With RV water heaters, people can now get a steady supply of warm water even when camping in remote locations. While it is best to have an RV fitted with a high quality water heater, portable solutions can also suffice for short trips.

RV water heaters look different from household ones, but they are essentially miniature versions of household heaters. Each model has same mechanism and plumbing as normal heaters with adjustments for use in an RV. For instance, they come in 6 or 10 gallon sizes, much smaller than a domestic water heater.

Old RV water heaters were very basic that needed to be ignited with a matchstick. Some of these still exist today. Modern advanced designs come with an automatic igniter that just needs to be switched on. There are usually separate switches for gas or electric modes. The electric mode can usually only be used when there is an adequate type of power supply available. These are commonly found at motor home campsites. While the gas mode can be kept on while driving (only for auto ignition models, traditional models will shut off in the wind), it is not recommended as it wastes a lot of the liquid propane used for heating. MotorAid water heaters use the excess heat from the engine to heat the water. For obvious reasons, when the engine has not been running for some time, your supply of hot water will be limited.

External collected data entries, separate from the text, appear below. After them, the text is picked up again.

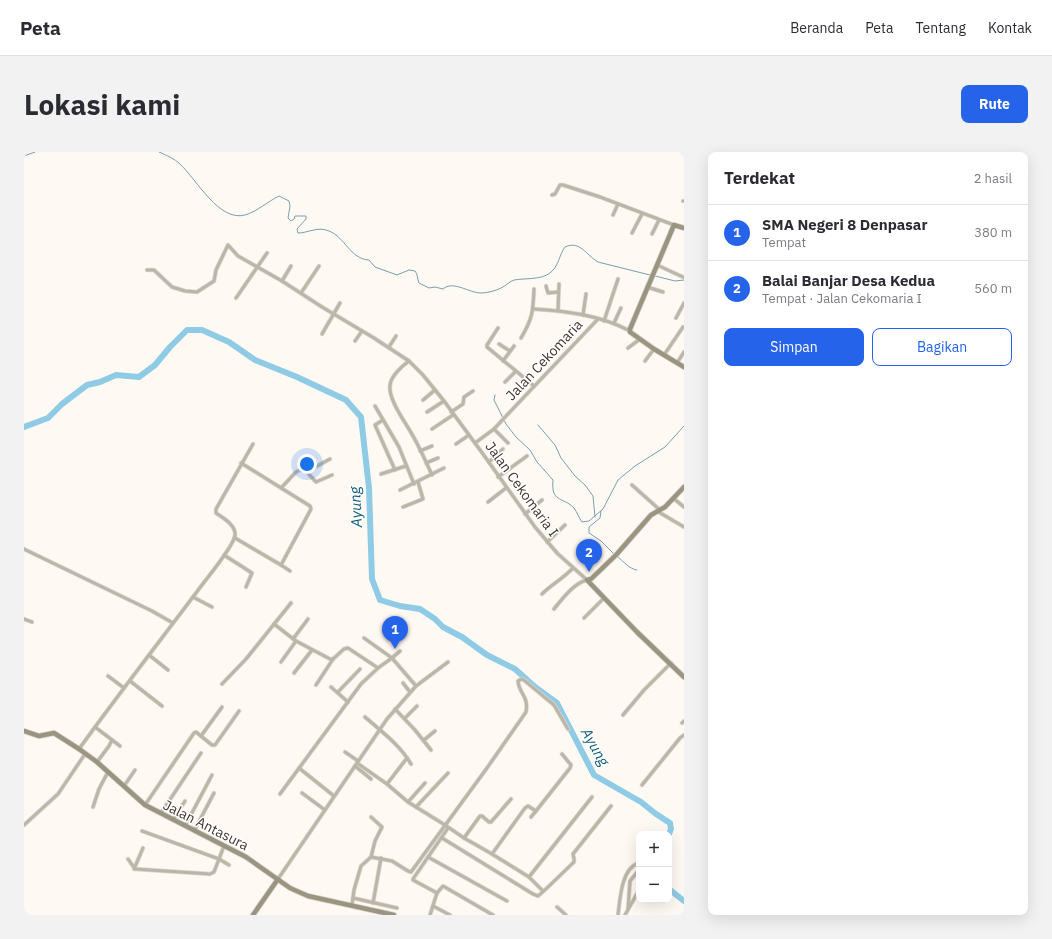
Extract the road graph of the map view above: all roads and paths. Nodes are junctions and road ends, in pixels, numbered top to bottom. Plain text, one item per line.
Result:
1 (552, 195) dead end
2 (618, 204) junction
3 (642, 214) junction
4 (614, 215) dead end
5 (659, 220) junction
6 (674, 225) junction
7 (684, 228) edge
8 (632, 233) dead end
9 (652, 234) dead end
10 (267, 253) dead end
11 (657, 265) junction
12 (291, 266) dead end
13 (319, 266) dead end
14 (258, 268) junction
15 (147, 270) dead end
16 (683, 277) dead end
17 (618, 279) dead end
18 (282, 281) junction
19 (559, 284) dead end
20 (546, 286) dead end
21 (647, 287) junction
22 (534, 289) dead end
23 (558, 292) junction
24 (663, 292) dead end
25 (301, 293) junction
26 (586, 294) dead end
27 (236, 298) dead end
28 (340, 303) dead end
29 (684, 303) edge
30 (683, 307) edge
31 (621, 308) dead end
32 (533, 309) junction
33 (558, 311) junction
34 (334, 314) junction
35 (583, 315) junction
36 (676, 318) dead end
37 (598, 319) junction
38 (604, 321) junction
39 (614, 323) junction
40 (683, 327) edge
41 (498, 328) dead end
42 (362, 331) junction
43 (630, 331) junction
44 (322, 334) dead end
45 (396, 336) dead end
46 (521, 338) dead end
47 (640, 339) junction
48 (355, 341) dead end
49 (499, 344) dead end
50 (514, 346) dead end
51 (389, 347) junction
52 (628, 348) dead end
53 (654, 349) junction
54 (510, 351) junction
55 (684, 352) edge
56 (664, 355) junction
57 (409, 361) junction
58 (503, 361) junction
59 (645, 361) dead end
60 (677, 363) junction
61 (684, 367) edge
62 (516, 371) junction
63 (505, 382) dead end
64 (534, 386) junction
65 (435, 390) junction
66 (472, 391) dead end
67 (423, 400) dead end
68 (444, 401) junction
69 (376, 406) dead end
70 (427, 412) dead end
71 (452, 413) junction
72 (383, 420) junction
73 (432, 429) dead end
74 (494, 429) junction
75 (469, 435) junction
76 (475, 443) junction
77 (508, 443) dead end
78 (253, 444) dead end
79 (456, 444) dead end
80 (432, 446) dead end
81 (503, 449) dead end
82 (420, 451) junction
83 (527, 456) dead end
84 (438, 458) dead end
85 (330, 459) dead end
86 (489, 462) junction
87 (241, 463) junction
88 (426, 463) junction
89 (406, 466) junction
90 (444, 468) dead end
91 (395, 470) junction
92 (306, 471) junction
93 (381, 474) dead end
94 (332, 475) dead end
95 (432, 475) junction
96 (498, 477) junction
97 (418, 482) junction
98 (414, 484) junction
99 (632, 485) dead end
100 (684, 487) edge
101 (281, 488) junction
102 (506, 488) junction
103 (400, 490) dead end
104 (673, 498) junction
105 (542, 500) dead end
106 (488, 502) dead end
107 (403, 507) dead end
108 (684, 507) edge
109 (658, 510) junction
110 (525, 514) junction
111 (565, 525) dead end
112 (684, 527) edge
113 (234, 538) junction
114 (547, 542) junction
115 (24, 550) edge
116 (224, 555) junction
117 (281, 565) junction
118 (574, 568) junction
119 (290, 571) dead end
120 (587, 580) junction
121 (246, 587) dead end
122 (542, 594) dead end
123 (193, 597) junction
124 (604, 598) junction
125 (291, 603) dead end
126 (212, 607) dead end
127 (554, 609) dead end
128 (584, 618) dead end
129 (24, 619) edge
130 (308, 619) dead end
131 (32, 622) dead end
132 (173, 623) junction
133 (274, 624) junction
134 (364, 638) dead end
135 (295, 640) junction
136 (312, 650) junction
137 (400, 651) dead end
138 (149, 655) junction
139 (392, 658) junction
140 (333, 659) junction
141 (281, 662) dead end
142 (448, 662) dead end
143 (671, 663) junction
144 (378, 668) junction
145 (360, 669) dead end
146 (168, 670) dead end
147 (294, 673) dead end
148 (108, 676) dead end
149 (684, 676) edge
150 (130, 681) junction
151 (404, 683) dead end
152 (222, 684) dead end
153 (316, 684) dead end
154 (331, 686) dead end
155 (416, 686) junction
156 (124, 688) junction
157 (338, 692) junction
158 (410, 692) junction
159 (348, 702) junction
160 (162, 706) dead end
161 (417, 706) dead end
162 (222, 707) dead end
163 (394, 709) junction
164 (239, 711) dead end
165 (623, 715) dead end
166 (365, 717) dead end
167 (405, 718) junction
168 (95, 727) junction
169 (380, 729) junction
170 (568, 729) dead end
171 (24, 731) edge
172 (435, 731) dead end
173 (684, 735) edge
174 (201, 736) junction
175 (112, 740) junction
176 (424, 740) junction
177 (120, 746) dead end
178 (79, 749) junction
179 (431, 750) dead end
180 (345, 752) dead end
181 (201, 753) dead end
182 (85, 754) junction
183 (562, 754) dead end
184 (407, 758) junction
185 (97, 762) junction
186 (356, 763) junction
187 (411, 764) dead end
188 (299, 768) junction
189 (136, 770) dead end
190 (108, 772) junction
191 (448, 773) dead end
192 (212, 775) dead end
193 (371, 779) dead end
194 (425, 782) dead end
195 (387, 784) junction
196 (642, 785) dead end
197 (124, 786) junction
198 (214, 793) dead end
199 (302, 793) dead end
200 (280, 794) dead end
201 (334, 796) junction
202 (592, 797) dead end
203 (511, 799) dead end
204 (185, 801) dead end
205 (408, 802) junction
206 (145, 805) junction
207 (611, 806) dead end
208 (93, 807) dead end
209 (416, 807) junction
210 (325, 810) junction
211 (536, 811) junction
212 (161, 813) junction
213 (371, 817) dead end
214 (531, 817) dead end
215 (173, 820) junction
216 (24, 825) edge
217 (185, 826) junction
218 (447, 826) junction
219 (142, 831) dead end
220 (194, 831) junction
221 (442, 838) junction
222 (464, 838) junction
223 (224, 846) junction
224 (143, 848) dead end
225 (492, 854) junction
226 (372, 857) junction
227 (428, 857) junction
228 (381, 858) junction
229 (128, 859) dead end
230 (219, 859) junction
231 (636, 864) edge
232 (229, 865) dead end
233 (134, 868) junction
234 (636, 874) edge
235 (529, 877) junction
236 (278, 879) junction
237 (543, 891) junction
238 (437, 893) junction
239 (636, 895) edge
240 (353, 898) junction
241 (507, 901) dead end
242 (373, 903) junction
243 (352, 905) junction
244 (433, 906) junction
245 (397, 908) dead end
246 (557, 908) dead end
247 (628, 908) junction
248 (253, 915) edge
249 (394, 915) edge
250 (430, 915) edge
251 (450, 915) edge
252 (493, 915) edge
253 (566, 915) edge
254 (618, 915) edge
255 (625, 915) edge

1 - 2 street
2 - 3 street
2 - 4 street
3 - 5 street
3 - 8 street
5 - 6 street
5 - 9 street
6 - 7 street
6 - 11 street
10 - 14 street
11 - 16 street
11 - 21 street
12 - 18 street
13 - 25 street
14 - 15 street, Jalan Cekomaria I
14 - 18 street, Jalan Cekomaria I
14 - 27 street
17 - 38 street
18 - 25 street, Jalan Cekomaria I
19 - 23 street
20 - 23 street
21 - 24 street
21 - 43 street
22 - 32 street
23 - 33 street
25 - 34 street, Jalan Cekomaria I
26 - 35 street
28 - 34 street
29 - 30 street
30 - 36 street
31 - 39 street
32 - 33 street
32 - 46 street
33 - 35 street
34 - 42 street, Jalan Cekomaria I
34 - 44 street
35 - 37 street
37 - 38 street
37 - 64 street, Jalan Cekomaria
38 - 39 street
39 - 43 street
40 - 56 street
41 - 58 street
42 - 48 street
42 - 51 street, Jalan Cekomaria I
43 - 47 street
45 - 51 street
47 - 52 street
47 - 53 street
49 - 54 street
50 - 54 street
51 - 57 street, Jalan Cekomaria I
53 - 56 street
53 - 59 street
54 - 58 street
55 - 60 street
56 - 60 street
57 - 65 street, Jalan Cekomaria I
57 - 82 street
58 - 62 street
60 - 61 street
62 - 63 street
62 - 64 street
64 - 74 street, Jalan Cekomaria
65 - 67 street
65 - 68 street, Jalan Cekomaria I
66 - 71 street
68 - 70 street
68 - 71 street, Jalan Cekomaria I
69 - 72 street
71 - 73 street
71 - 75 street, Jalan Cekomaria I
72 - 89 street
72 - 91 street
74 - 76 street, Jalan Cekomaria
74 - 77 street
75 - 76 street, Jalan Cekomaria I
75 - 79 street
76 - 86 street, Jalan Cekomaria I
78 - 87 street
80 - 82 street
81 - 86 street
82 - 88 street
83 - 96 street
84 - 88 street
85 - 92 street
86 - 96 street, Jalan Cekomaria I
87 - 101 street
87 - 113 street
88 - 95 street
89 - 91 street
89 - 98 street
90 - 95 street
91 - 93 street
92 - 94 street
92 - 101 street
95 - 97 street
96 - 102 street, Jalan Cekomaria I
97 - 98 street
97 - 107 street
98 - 103 street
99 - 109 street
100 - 104 street
101 - 117 street
102 - 106 street
102 - 110 street, Jalan Cekomaria I
104 - 108 street
104 - 109 street
105 - 110 street
109 - 112 street
109 - 120 street
110 - 114 street, Jalan Cekomaria I
111 - 114 street
113 - 116 street
113 - 117 street
114 - 118 street, Jalan Cekomaria I
115 - 132 street
116 - 121 street
116 - 123 street
117 - 119 street
118 - 120 street, Jalan Cekomaria I
118 - 122 street
120 - 124 street
120 - 127 street
123 - 126 street
123 - 132 street
124 - 128 street
124 - 143 street
125 - 133 street
129 - 131 street
130 - 135 street
132 - 138 street
133 - 135 street
133 - 152 street
134 - 139 street
135 - 136 street
135 - 141 street
136 - 140 street
136 - 147 street
137 - 139 street
138 - 146 street
138 - 150 street
139 - 144 street
139 - 155 street
140 - 144 street
140 - 153 street
142 - 155 street
143 - 149 street
143 - 165 street
144 - 159 street
145 - 157 street
148 - 156 street
150 - 156 street
150 - 160 street
151 - 158 street
154 - 157 street
155 - 158 street
156 - 168 street
157 - 159 street
158 - 163 street
159 - 188 street
161 - 167 street
162 - 174 street
163 - 167 street
163 - 169 street
164 - 174 street
166 - 169 street
167 - 176 street
168 - 175 street
168 - 178 street
169 - 184 street
169 - 186 street
170 - 218 street
171 - 178 street, Jalan Antasura
172 - 176 street
173 - 196 street
174 - 206 street
175 - 177 street
175 - 185 street
176 - 179 street
178 - 182 street, Jalan Antasura
180 - 186 street
181 - 212 street
182 - 185 street, Jalan Antasura
182 - 216 street
183 - 211 street
184 - 187 street
184 - 195 street
185 - 190 street, Jalan Antasura
186 - 193 street
186 - 195 street
186 - 201 street
188 - 200 street
188 - 201 street
189 - 197 street
190 - 197 street, Jalan Antasura
190 - 208 street
191 - 209 street
192 - 217 street
194 - 205 street
195 - 205 street
197 - 206 street, Jalan Antasura
198 - 220 street
199 - 210 street
201 - 210 street
202 - 235 street
203 - 222 street
204 - 215 street
205 - 209 street
206 - 212 street, Jalan Antasura
207 - 237 street
209 - 218 street
210 - 236 street
211 - 214 street
211 - 225 street
212 - 215 street, Jalan Antasura
213 - 226 street
215 - 217 street, Jalan Antasura
217 - 220 street, Jalan Antasura
218 - 221 street
218 - 222 street
218 - 228 street
219 - 230 street
220 - 223 street, Jalan Antasura
221 - 227 street
221 - 237 street
222 - 225 street
223 - 230 street
223 - 236 street, Jalan Antasura
224 - 233 street
225 - 235 street
226 - 228 street
226 - 240 street
227 - 238 street
227 - 241 street
228 - 242 street
229 - 233 street
230 - 232 street
230 - 233 street
231 - 254 street
234 - 247 street
235 - 237 street
236 - 243 street, Jalan Antasura
236 - 248 street
238 - 244 street
238 - 252 street
239 - 247 street
240 - 242 street
240 - 243 street
242 - 245 street
243 - 249 street, Jalan Antasura
244 - 250 street
244 - 251 street
246 - 253 street
247 - 255 street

A source of water needs to be connected to get the water heated up. Your RV’s water tank serves this purpose. Some designs allow for additional water input that can be used at RV campsites. Water heaters may or may not have a water tank for storage. If they do, it is generally insulated to ensure the water stays hot.

The range of RV water heaters is expansive. Apart from the way they are ignited, they also come in a variety of sizes and thermal output capacities, with or without tanks, etc. Each range has its benefits and uses. The best one to select largely depends on your budget and frequency of use. It is advisable to shop around before you buy one.